Windows 8 is simultaneously easy to use and functional. Every Win-dows 8 application gets to have a live tile, which at a glance acquaints and updates the user with the information stored within the application - without the user having to physically launch the application. An example of this is the ability to see how many unread emails you have in your inbox and get a sense of what your inbox contains by glancing at the subject lines of the most recent ones. Another great example is social media. Instead of having to launch Twitter, Facebook and LinkedIn, you can simply scan your eyes across the live tiles for these applications and they'll inform you of recent updates on each.
While we're on the topic of social media, sharing has also become a breeze, with all applications now being granted access to "charms", a smart way of enabling developers to allow their applications to share (and accept) content from complementary applications.

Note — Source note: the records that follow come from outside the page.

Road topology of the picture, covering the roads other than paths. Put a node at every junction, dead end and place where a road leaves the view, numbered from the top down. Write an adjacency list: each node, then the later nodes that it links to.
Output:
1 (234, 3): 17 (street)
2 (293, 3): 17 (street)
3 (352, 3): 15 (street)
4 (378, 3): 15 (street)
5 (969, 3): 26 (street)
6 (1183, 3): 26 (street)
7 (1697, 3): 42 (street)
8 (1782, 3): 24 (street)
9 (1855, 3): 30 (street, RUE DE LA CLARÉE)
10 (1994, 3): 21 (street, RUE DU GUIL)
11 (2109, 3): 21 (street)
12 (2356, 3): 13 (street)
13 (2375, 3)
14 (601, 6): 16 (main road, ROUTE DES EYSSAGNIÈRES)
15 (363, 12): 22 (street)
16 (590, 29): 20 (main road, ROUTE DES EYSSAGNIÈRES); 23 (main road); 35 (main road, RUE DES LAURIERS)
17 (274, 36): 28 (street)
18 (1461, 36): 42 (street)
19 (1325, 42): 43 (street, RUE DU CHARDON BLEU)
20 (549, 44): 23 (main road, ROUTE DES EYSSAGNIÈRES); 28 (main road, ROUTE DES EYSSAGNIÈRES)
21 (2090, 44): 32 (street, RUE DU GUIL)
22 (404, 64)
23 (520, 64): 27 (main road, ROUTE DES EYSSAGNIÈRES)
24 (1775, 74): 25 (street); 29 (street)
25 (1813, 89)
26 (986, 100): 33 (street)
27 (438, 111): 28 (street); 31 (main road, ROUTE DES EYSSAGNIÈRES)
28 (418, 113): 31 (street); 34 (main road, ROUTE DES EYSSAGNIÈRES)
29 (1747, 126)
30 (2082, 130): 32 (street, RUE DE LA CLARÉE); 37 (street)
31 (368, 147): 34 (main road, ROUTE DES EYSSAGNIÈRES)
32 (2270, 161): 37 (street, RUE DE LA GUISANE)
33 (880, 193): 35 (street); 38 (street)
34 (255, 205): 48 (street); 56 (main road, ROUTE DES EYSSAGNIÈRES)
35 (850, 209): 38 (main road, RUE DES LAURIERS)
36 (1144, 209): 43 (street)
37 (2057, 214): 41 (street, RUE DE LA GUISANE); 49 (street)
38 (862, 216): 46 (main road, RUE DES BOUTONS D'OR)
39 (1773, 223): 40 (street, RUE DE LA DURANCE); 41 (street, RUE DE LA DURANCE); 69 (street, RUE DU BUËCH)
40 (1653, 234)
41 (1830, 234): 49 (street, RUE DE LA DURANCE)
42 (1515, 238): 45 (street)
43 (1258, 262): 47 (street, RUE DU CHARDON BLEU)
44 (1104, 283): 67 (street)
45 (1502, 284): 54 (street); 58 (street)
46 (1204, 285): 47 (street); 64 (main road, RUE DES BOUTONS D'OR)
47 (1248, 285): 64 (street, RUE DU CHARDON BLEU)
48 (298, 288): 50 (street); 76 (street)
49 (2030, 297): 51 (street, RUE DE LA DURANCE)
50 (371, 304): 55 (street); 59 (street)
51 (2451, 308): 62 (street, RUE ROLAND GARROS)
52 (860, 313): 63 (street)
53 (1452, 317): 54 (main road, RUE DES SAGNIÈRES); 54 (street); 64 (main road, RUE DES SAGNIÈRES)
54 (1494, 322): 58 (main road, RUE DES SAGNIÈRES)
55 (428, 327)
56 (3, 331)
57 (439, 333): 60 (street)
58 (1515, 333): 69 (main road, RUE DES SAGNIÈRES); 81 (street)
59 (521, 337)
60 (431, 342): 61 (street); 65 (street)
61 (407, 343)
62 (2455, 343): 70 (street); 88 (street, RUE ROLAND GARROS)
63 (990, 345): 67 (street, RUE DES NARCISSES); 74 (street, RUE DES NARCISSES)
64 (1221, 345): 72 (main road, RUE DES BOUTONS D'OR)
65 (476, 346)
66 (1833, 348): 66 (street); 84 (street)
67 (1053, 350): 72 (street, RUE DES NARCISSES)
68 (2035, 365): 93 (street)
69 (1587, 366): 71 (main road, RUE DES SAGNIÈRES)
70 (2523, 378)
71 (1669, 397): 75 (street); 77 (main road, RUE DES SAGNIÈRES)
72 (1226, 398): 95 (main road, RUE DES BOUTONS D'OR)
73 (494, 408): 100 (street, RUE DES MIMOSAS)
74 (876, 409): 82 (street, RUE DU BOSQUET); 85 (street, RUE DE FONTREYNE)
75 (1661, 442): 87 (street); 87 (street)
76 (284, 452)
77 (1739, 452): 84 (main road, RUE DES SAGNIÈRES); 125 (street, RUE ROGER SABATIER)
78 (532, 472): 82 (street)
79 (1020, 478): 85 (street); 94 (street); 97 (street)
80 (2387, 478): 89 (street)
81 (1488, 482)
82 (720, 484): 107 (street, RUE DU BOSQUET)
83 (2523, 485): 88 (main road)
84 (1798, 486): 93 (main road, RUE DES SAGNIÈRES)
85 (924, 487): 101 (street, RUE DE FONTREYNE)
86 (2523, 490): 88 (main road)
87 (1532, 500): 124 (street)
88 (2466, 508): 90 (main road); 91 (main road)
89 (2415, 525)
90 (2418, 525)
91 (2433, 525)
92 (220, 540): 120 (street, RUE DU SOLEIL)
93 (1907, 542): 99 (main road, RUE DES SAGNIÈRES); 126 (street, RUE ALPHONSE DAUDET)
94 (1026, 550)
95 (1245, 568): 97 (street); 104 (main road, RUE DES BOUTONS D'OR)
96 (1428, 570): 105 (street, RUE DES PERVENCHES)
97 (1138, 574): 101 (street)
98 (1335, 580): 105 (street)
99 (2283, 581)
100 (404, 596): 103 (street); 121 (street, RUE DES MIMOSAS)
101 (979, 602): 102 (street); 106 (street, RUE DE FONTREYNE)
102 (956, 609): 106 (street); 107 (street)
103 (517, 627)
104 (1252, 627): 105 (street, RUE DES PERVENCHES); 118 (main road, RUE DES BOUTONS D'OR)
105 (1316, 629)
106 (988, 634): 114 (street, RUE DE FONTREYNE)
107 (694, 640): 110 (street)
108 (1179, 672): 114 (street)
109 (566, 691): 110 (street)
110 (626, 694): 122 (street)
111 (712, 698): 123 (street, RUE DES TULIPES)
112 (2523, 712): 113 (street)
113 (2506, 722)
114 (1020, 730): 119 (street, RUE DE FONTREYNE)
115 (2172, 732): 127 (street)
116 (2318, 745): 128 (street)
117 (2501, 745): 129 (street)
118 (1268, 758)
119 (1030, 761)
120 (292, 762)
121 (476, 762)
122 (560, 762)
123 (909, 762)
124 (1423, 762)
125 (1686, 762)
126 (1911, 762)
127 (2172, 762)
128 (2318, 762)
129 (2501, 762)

Expect Windows 8 to become popular because users like having a uniform interface across all of their technology. It will look and behave the same way across all forms of computing device, hook into the same cloud services and go a long way towards solving the problem of compatibility. The other reason it will succeed is that Microsoft still holds a dominant position in the desktop and notebook markets. Windows 8 will live in this space and create a halo effect for the smartphone (and tablet).
Why not have the ability to run the same apps on your smartphone as you can on your desktop or notebook computer?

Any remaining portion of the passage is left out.